Saturday, March 31, 2007

Five things I hate about Python

It's been a meme of late to blog about 5 things you hate about your favorite programming language, in order to qualify you to complain about other languages. (It proves your "objectivity.") What I really wanted to do is blog about things I like about Python, but to go along with the current theme, here is my list of the top 5 things I hate about Python.

  1. Lack of support for blocks - I have a bit of an esoteric desire here: I want to use Python-like syntax to build a DSL for compiling into hardware description language, essentially using Python as a macro language on top of the DSL. I want to be able to create my own control structures (hardware_if:...., etc.). Python doesn't let me do this.

  2. Stdlib organization (or lack thereof) - Maybe this is inevitable, as the stdlib is made up of all sorts of things integrated from other packages, but it would be nice to have something closer to what the C# and Java people rave about in their respective languages.

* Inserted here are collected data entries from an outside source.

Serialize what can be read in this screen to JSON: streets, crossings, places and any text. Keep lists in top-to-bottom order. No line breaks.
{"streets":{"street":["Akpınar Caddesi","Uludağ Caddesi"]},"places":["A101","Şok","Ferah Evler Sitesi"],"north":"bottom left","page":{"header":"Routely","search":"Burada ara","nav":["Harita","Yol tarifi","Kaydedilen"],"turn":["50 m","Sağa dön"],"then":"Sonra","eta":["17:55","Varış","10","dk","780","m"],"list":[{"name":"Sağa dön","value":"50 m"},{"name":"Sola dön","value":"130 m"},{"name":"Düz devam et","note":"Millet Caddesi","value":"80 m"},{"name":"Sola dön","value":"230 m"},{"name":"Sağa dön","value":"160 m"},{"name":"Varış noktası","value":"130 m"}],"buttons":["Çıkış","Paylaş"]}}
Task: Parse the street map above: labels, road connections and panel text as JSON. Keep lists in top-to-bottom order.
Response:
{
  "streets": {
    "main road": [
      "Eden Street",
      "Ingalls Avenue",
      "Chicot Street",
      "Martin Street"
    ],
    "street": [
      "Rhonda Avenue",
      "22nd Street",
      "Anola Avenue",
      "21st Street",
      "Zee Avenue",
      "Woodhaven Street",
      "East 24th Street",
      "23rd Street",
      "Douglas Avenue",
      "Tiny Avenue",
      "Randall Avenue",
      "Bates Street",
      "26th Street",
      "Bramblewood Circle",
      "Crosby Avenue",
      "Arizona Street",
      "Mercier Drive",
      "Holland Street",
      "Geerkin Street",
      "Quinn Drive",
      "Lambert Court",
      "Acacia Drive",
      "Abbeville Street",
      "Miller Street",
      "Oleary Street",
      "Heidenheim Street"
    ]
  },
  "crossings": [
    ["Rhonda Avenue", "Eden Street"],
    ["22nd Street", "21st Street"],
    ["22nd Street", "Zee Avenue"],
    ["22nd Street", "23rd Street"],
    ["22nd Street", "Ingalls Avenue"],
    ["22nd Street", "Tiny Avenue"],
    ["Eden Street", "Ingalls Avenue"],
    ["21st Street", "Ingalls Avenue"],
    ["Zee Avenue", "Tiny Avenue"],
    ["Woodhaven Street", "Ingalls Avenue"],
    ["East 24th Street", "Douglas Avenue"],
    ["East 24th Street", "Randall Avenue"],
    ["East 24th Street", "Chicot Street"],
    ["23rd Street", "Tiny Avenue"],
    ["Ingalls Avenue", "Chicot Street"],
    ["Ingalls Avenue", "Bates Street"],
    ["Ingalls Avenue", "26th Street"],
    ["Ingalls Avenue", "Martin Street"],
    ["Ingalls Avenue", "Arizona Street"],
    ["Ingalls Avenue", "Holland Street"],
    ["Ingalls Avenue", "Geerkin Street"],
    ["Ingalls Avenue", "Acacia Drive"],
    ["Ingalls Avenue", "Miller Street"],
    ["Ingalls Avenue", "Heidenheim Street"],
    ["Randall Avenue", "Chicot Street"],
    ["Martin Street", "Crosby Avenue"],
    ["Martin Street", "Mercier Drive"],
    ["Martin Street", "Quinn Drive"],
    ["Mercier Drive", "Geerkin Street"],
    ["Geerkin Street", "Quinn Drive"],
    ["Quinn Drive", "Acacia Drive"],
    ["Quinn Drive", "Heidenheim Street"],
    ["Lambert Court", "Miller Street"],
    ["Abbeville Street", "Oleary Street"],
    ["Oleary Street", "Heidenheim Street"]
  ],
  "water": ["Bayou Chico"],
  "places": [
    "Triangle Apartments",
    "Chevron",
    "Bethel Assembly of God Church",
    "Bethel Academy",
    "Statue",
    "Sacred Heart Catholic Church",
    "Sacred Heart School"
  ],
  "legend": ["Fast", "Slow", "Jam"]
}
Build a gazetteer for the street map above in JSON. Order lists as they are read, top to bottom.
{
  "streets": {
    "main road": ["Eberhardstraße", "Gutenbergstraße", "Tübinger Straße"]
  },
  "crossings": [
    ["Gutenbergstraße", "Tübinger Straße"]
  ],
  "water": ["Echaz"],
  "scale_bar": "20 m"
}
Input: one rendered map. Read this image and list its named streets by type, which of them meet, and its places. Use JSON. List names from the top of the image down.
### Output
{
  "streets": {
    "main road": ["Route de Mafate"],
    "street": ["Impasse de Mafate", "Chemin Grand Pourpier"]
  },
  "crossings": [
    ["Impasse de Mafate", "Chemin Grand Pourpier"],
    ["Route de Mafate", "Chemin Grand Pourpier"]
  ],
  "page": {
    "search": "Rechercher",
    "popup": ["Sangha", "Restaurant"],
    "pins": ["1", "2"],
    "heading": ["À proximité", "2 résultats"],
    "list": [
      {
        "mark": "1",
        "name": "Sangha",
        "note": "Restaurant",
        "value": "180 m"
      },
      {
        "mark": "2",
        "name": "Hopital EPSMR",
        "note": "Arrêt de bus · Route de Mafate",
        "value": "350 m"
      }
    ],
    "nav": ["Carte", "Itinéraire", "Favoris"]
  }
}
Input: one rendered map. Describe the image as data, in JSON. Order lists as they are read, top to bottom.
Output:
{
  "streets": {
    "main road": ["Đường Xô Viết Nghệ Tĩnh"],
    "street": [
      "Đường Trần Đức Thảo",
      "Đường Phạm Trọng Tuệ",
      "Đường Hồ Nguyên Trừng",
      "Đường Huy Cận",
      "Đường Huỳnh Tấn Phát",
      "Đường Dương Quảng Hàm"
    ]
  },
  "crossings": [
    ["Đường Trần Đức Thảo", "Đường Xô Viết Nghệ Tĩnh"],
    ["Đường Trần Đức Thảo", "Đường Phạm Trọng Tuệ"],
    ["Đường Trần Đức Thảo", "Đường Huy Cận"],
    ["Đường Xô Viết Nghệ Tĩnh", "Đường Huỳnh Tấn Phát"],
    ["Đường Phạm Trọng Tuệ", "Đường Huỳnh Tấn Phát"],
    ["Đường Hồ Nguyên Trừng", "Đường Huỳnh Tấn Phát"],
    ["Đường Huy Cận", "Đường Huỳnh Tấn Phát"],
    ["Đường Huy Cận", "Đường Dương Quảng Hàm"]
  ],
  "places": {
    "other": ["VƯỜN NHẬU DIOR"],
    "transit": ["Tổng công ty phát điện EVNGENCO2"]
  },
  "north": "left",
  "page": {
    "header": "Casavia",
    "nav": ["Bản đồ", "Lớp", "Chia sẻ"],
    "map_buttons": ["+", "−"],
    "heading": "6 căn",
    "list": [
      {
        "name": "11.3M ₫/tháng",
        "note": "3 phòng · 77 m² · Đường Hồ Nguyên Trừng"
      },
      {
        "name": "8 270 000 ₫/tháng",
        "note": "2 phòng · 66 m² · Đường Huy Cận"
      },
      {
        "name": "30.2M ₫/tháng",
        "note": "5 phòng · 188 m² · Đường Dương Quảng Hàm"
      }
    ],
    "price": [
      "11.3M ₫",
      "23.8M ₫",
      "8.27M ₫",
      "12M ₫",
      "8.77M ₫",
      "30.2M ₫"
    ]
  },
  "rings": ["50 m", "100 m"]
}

  3. Inefficient tail calls (tail recursion) - Maybe not important to too many people since Python has such cool iteration support, but it would be nice to be able to write a tail-recursive function and know that it will be optimized into a loop.

  4. No "nonlocal" rebinding of functions - This will be fixed in Python 3, which is cool, but it's not there right now. Basically, you can read variables from enclosing scopes right now, but you can't "rebind them", that is, assign the name to a new object. All assignments are either in the local scope (default) or module scope (if you declare the name "global"). And honestly, the main reason I hate this is that it gives Paul Graham one more negative thing to say about Python relative to LISP.

  5. No dictionary comprehensions - And it's not gonna happen any time soon. List comprehensions are wonderful, and I'd like to build a dict in the same way. I know I can do dict((k,v) for k,v in seq). But I don't like the double-left-paren there. OK, so it's a nit. But wouldn't it be nicer just to say {k:v for k,v in seq}?



Well, there it is. 5 things I hate. Now I can get on to writing about the things I like.

Sunday, March 25, 2007

Dynamic Language Weenies?

I saw the linked article and couldn't help but get irritated. I know I shouldn't get this worked up about programming languages, but I did anyway. (Perhaps it was the unnecessarily abrasive tone of the author....) Rather than making you wade through the rather misinformed article, let me summarize and refute some of the author's main points here.


[Edit 3/31/07 @11:58pm - It looks like some of the points I complain about in this article have been changed in the original post. I haven't gone over the article line-by-line, but the article I am responding to was posted on 3/25/07, while the one currently posted is dated 3/26/07, so please take that into account when reading this (3/25/07) article. Some of the main points that were changed in the original post had to do with the use of the confusing terms "weak" and "strong" typing. There may be others.]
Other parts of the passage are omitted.